Using UTF-8

This page was written primarily as an aide memoire and test page for myself, so it might not make easy or exciting reading.

David Gibson, 04-Jul-2021

Run this page at localhost | caves.org.uk

My previous notes on Character Set Problems focussed on the problem of interpreting pound signs correctly in ISO-8859-1. But we need to move on from that. There are plenty of accented characters that are not encoded by ISO-8859-1, for which we need to use UTF-8. Also, HTML 5 defaults to UTF-8, so it is sensible to use it. The problem for me is that I tend to make use of text documents that I edit in a simple text editor. When it reads UTF-8 characters it replaces them by a ?. So... some tests ...

Processing the GET data

This page has now loaded, and reports... No data written from GET string to file(s)

Opening this document

My ancient HTML editor doesnt like an HTML 5 doctype, so this page is specified as HTML 4. Because DOCTYPEs override META headers, I cannot specify <meta charset='UTF-8'> and, instead have to use a PHP line before the doctype, saying

header("Content-type: text/html;charset=utf-8");

To check whether that setting has been understood, we can ask JS via document.characterSet, which reports as follows.

 
   

If this page is accessed via a server, it should report UTF-8. If it is accessed via a file:/// address it should report windows-1252.

Reading files

a) UTF-8

1. When this page is parsed, PHP fetches a string from a test file and outputs it below. The PHP code is

$utf8 = file_get_contents('charset_data.utf8'); echo $utf8;
À³

2. We can also use PHP to output a script that is executed to update a FORM element, as follows. (See source code of this page to see the script that has been written).

          

  1. Display some £ signs. When typed directly from the keyboard, as part of a JS string, my editor encodes £ as ANSI, and so it is not understood when the page is rendered as UTF-8, so the black diamond question mark (BDQN) is displayed.
  2. Display £s by encoding as document.form.Text1.value = 'Testing \u00A3\u00A3'. Explanation: UTF-16 encoding for £ is 0x00A3, and JS uses UTF-16 internally (i.e. character strings hold 16-bit values). But in UTF-8 the two bytes that encode that Unicode code-point are 0xC2 0xA3, hence the sequence given by the urlencode() function, below
  3. Display a couple of complicated accented Vietnamese words
  4. Display a long Vietnamese test string

b) URL-encoded

When this page is parsed, PHP also fetches a URL-encoded string from a test file and outputs it below.

%EF%BB%BF%C3%80%C2%B3

c) HTML entities

We can attempt to convert the original UTF-8 string into HTML entities...

&Agrave;&sup3;

... but it doesnt convert everything that it should do. What's the point of that? What have I missed?

Writing files

Now we need to verify that we can write correctly to a simple text file. Clicking the SUBMIT box will submit the INPUT box as a GET string. It is submitted back to this page and, on receiving it, this page should report that it has saved it to charset_data.utf8. The page then proceeds to load, as before.

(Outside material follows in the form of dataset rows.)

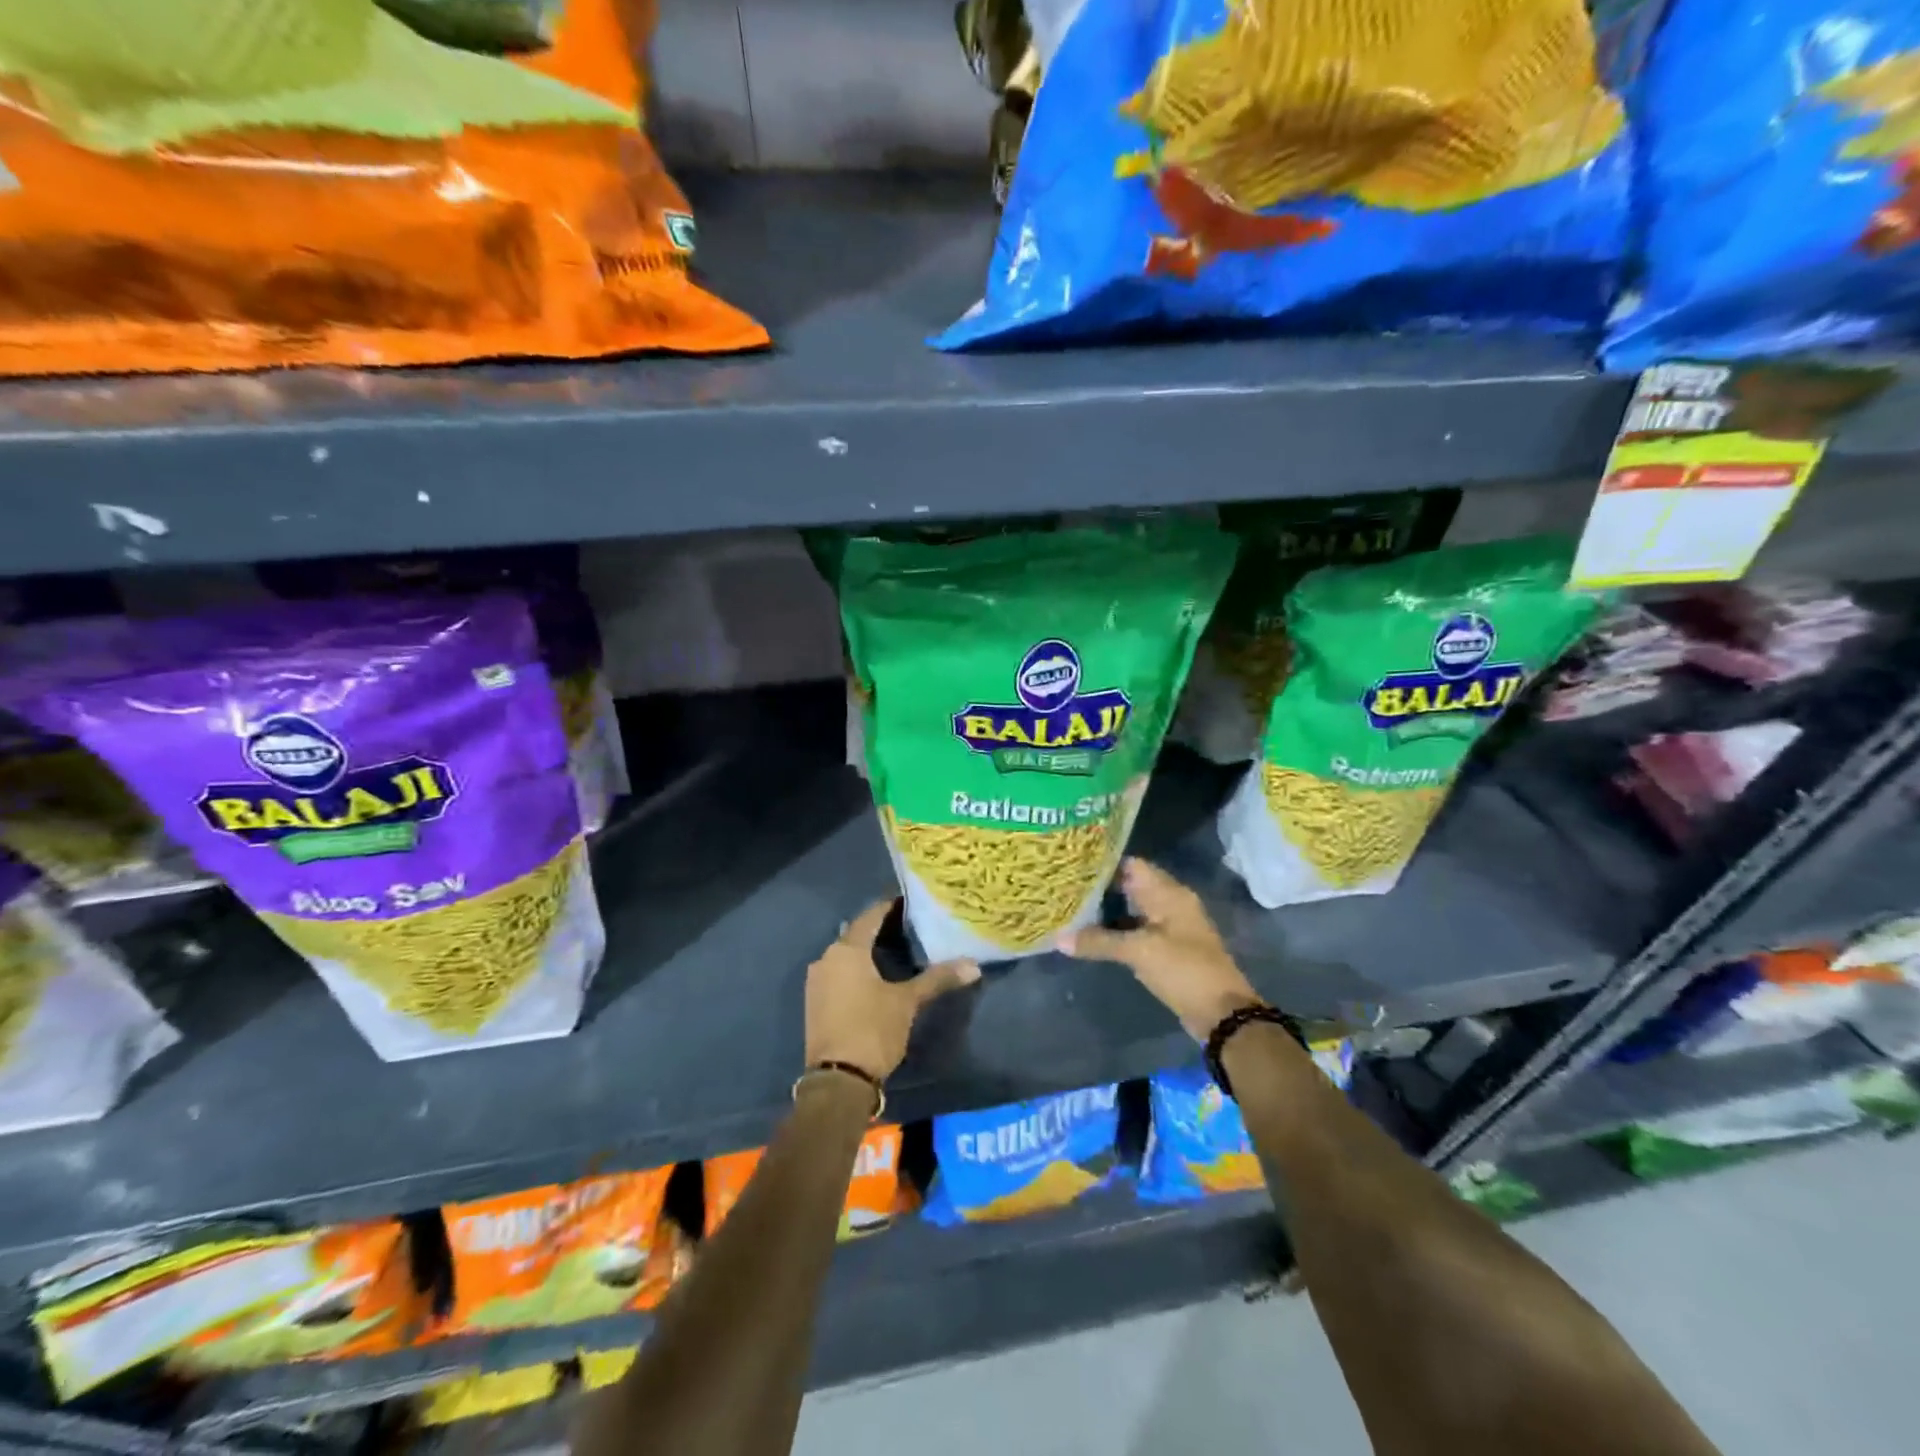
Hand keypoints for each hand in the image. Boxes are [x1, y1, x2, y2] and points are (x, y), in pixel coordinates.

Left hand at [805, 900, 980, 1081]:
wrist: (838, 1080)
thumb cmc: (872, 1030)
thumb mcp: (908, 1002)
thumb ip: (937, 979)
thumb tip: (974, 965)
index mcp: (847, 950)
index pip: (871, 916)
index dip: (890, 907)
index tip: (911, 902)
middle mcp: (826, 958)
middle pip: (856, 934)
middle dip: (880, 929)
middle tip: (909, 927)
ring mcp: (817, 982)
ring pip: (846, 956)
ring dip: (867, 951)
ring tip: (896, 950)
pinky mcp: (815, 1002)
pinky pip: (838, 974)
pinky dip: (856, 970)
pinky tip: (875, 977)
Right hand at [1058, 857, 1260, 1039]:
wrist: (1221, 1013)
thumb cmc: (1184, 969)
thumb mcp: (1139, 952)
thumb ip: (1099, 941)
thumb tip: (1058, 938)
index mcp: (1169, 893)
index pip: (1131, 864)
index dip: (1102, 863)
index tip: (1072, 866)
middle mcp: (1169, 903)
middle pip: (1129, 886)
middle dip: (1099, 888)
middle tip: (1064, 887)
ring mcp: (1169, 926)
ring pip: (1131, 909)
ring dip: (1105, 911)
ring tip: (1070, 908)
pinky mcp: (1165, 948)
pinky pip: (1135, 930)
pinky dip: (1115, 930)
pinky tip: (1089, 935)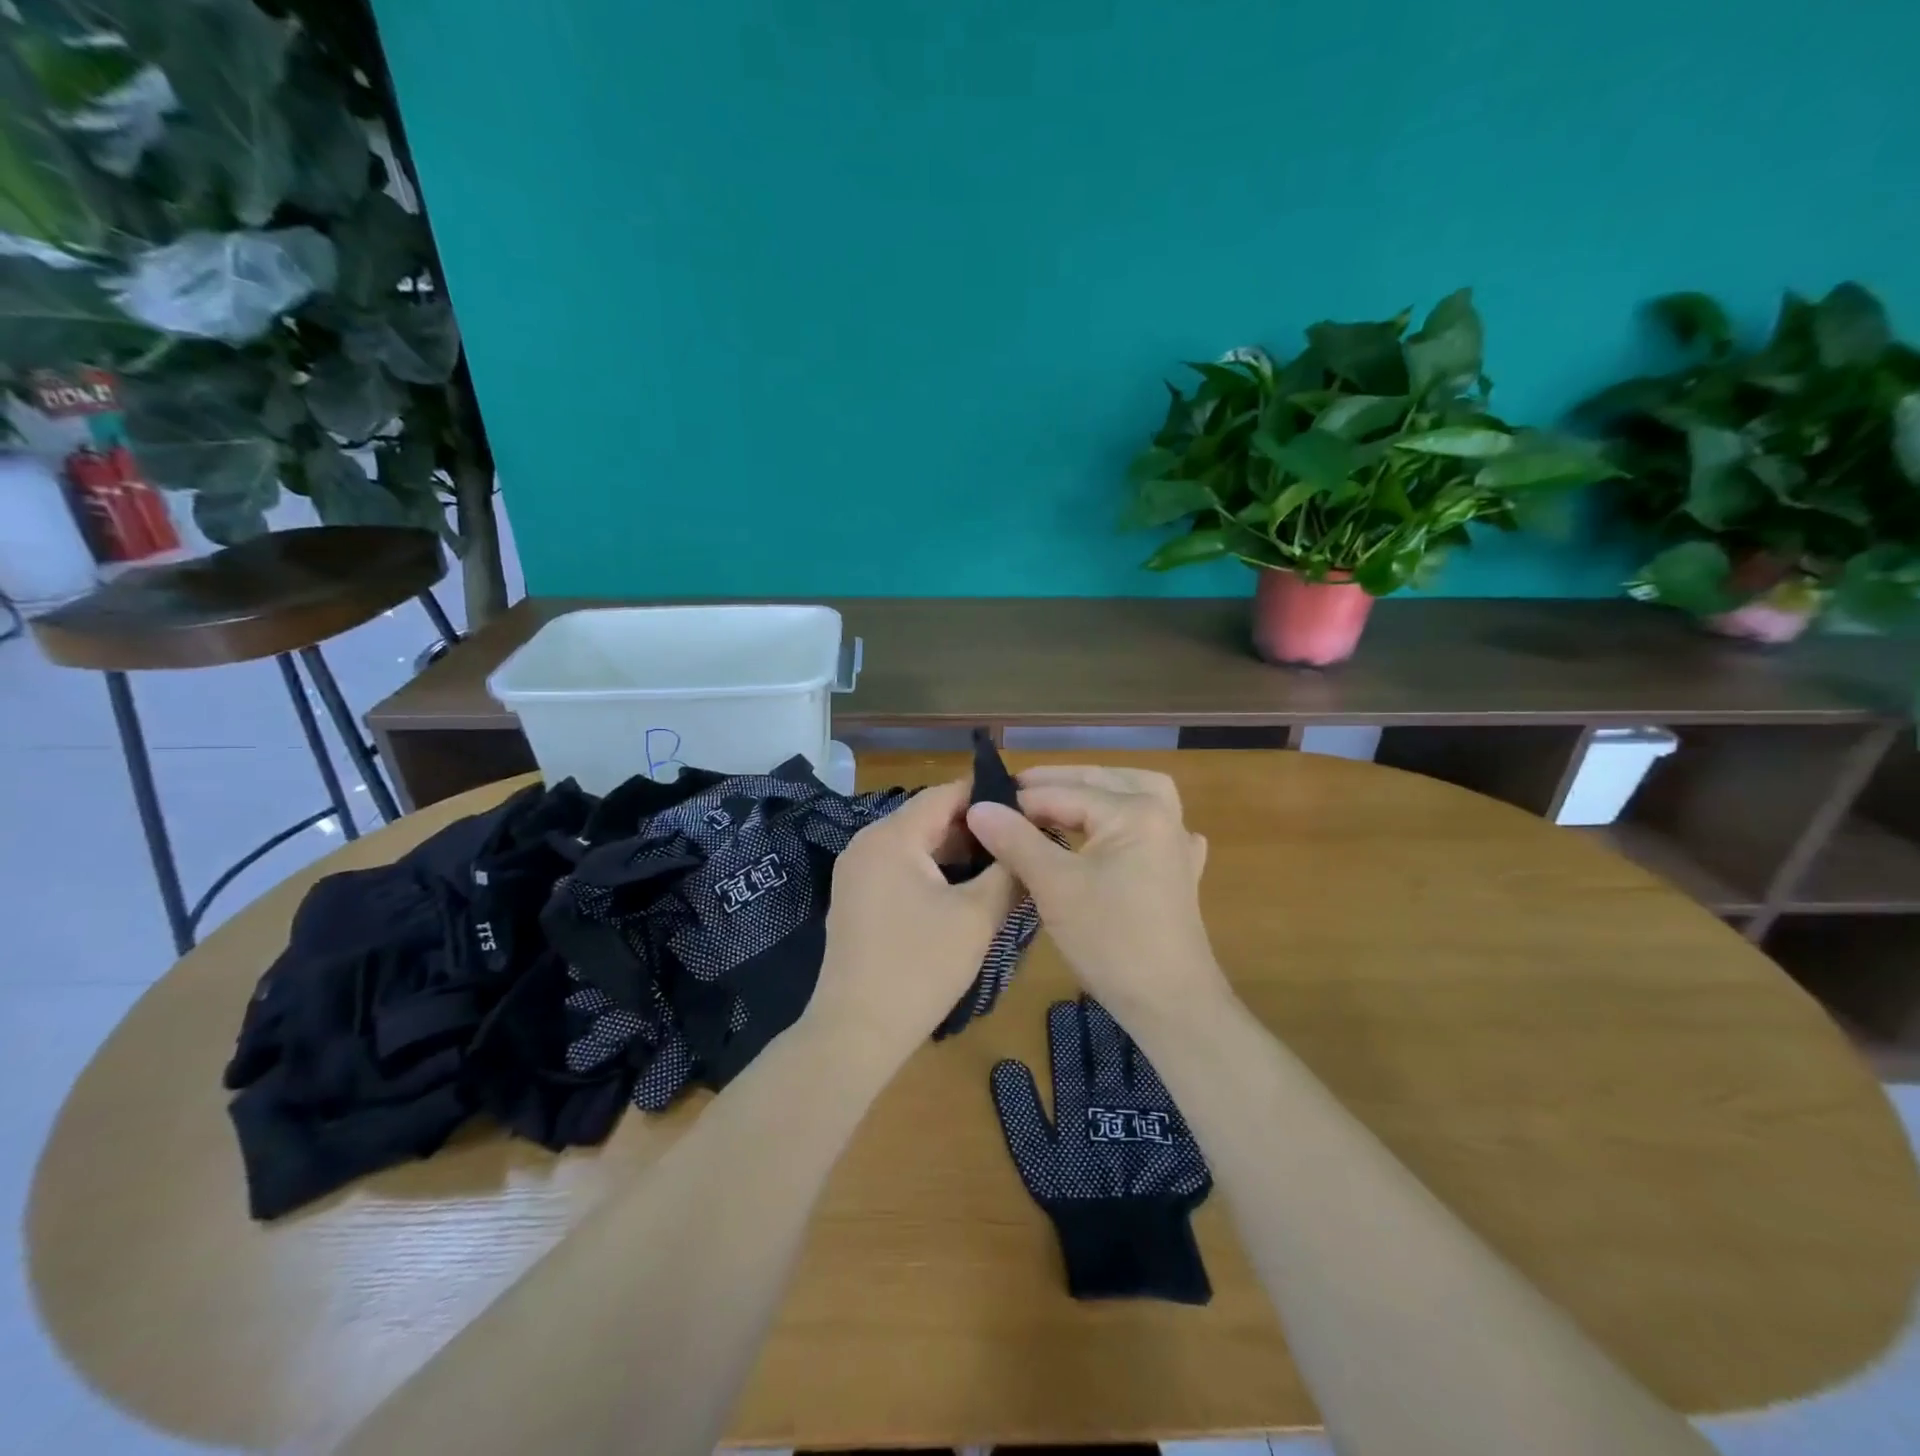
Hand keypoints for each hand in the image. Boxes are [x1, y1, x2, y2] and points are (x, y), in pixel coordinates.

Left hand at [804, 779, 1020, 1070]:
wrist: (857, 1032)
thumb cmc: (920, 968)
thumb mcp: (976, 917)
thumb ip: (1008, 872)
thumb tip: (1029, 841)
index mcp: (892, 836)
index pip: (946, 794)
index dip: (989, 796)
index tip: (1029, 807)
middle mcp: (867, 843)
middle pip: (929, 817)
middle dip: (976, 828)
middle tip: (1020, 842)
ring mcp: (857, 871)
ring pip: (916, 844)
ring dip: (956, 852)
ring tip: (1002, 865)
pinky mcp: (856, 897)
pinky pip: (901, 867)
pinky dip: (933, 871)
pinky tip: (966, 890)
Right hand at [966, 766, 1225, 1021]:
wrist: (1171, 1004)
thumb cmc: (1111, 941)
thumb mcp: (1054, 887)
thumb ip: (1016, 840)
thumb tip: (978, 807)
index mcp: (1134, 811)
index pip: (1063, 793)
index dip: (1019, 800)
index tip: (981, 804)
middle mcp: (1162, 814)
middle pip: (1101, 781)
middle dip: (1056, 784)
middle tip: (1012, 794)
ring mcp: (1177, 843)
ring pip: (1133, 795)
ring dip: (1096, 791)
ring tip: (1060, 799)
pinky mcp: (1181, 871)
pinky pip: (1154, 826)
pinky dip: (1130, 819)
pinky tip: (1116, 832)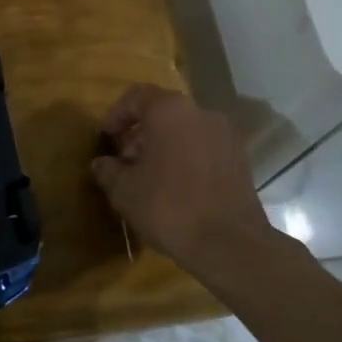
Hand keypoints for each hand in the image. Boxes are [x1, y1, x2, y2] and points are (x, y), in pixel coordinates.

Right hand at [90, 84, 272, 276]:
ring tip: (150, 178)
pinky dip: (187, 159)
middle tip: (125, 161)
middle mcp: (201, 113)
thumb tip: (102, 163)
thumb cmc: (169, 207)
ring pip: (185, 131)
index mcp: (170, 111)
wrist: (230, 244)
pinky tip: (177, 189)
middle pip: (163, 113)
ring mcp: (225, 136)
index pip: (137, 96)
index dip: (116, 115)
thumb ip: (108, 170)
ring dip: (164, 147)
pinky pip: (204, 149)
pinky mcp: (240, 160)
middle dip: (140, 134)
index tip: (106, 139)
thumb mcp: (125, 191)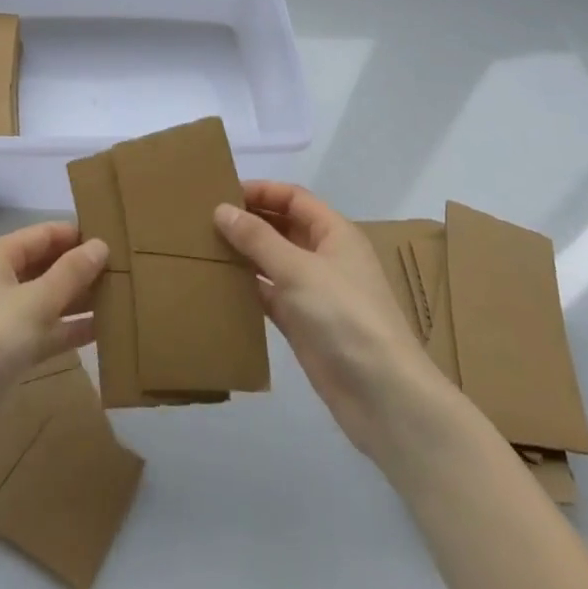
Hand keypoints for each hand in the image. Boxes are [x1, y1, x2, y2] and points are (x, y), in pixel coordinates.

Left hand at [0, 221, 107, 411]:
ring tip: (122, 296)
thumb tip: (101, 244)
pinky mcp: (7, 352)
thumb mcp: (35, 301)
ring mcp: (2, 319)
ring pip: (47, 299)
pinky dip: (69, 328)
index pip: (43, 234)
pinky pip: (45, 330)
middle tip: (125, 268)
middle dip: (81, 267)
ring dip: (79, 298)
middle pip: (45, 265)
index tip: (115, 236)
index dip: (76, 234)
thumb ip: (70, 273)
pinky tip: (103, 330)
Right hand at [215, 182, 443, 460]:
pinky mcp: (303, 324)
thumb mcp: (298, 269)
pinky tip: (219, 285)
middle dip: (249, 221)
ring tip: (205, 248)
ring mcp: (314, 292)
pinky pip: (270, 295)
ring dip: (245, 254)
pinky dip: (248, 288)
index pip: (293, 198)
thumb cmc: (345, 316)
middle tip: (205, 220)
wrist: (382, 396)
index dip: (261, 191)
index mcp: (334, 233)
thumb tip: (221, 209)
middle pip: (283, 227)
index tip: (222, 193)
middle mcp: (325, 257)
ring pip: (273, 261)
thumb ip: (257, 238)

Compatibility with Textpad and Word

The problem (as confirmed in stackoverflow) is that Textpad does not, in fact, allow the display of UTF-8 characters, despite what it says in the manual. Apparently TP 8 is ok, but I have not tried that yet. A temporary solution would seem to be that all the affected characters should be URL-encoded before storing them in my files - and should be re-coded before outputting.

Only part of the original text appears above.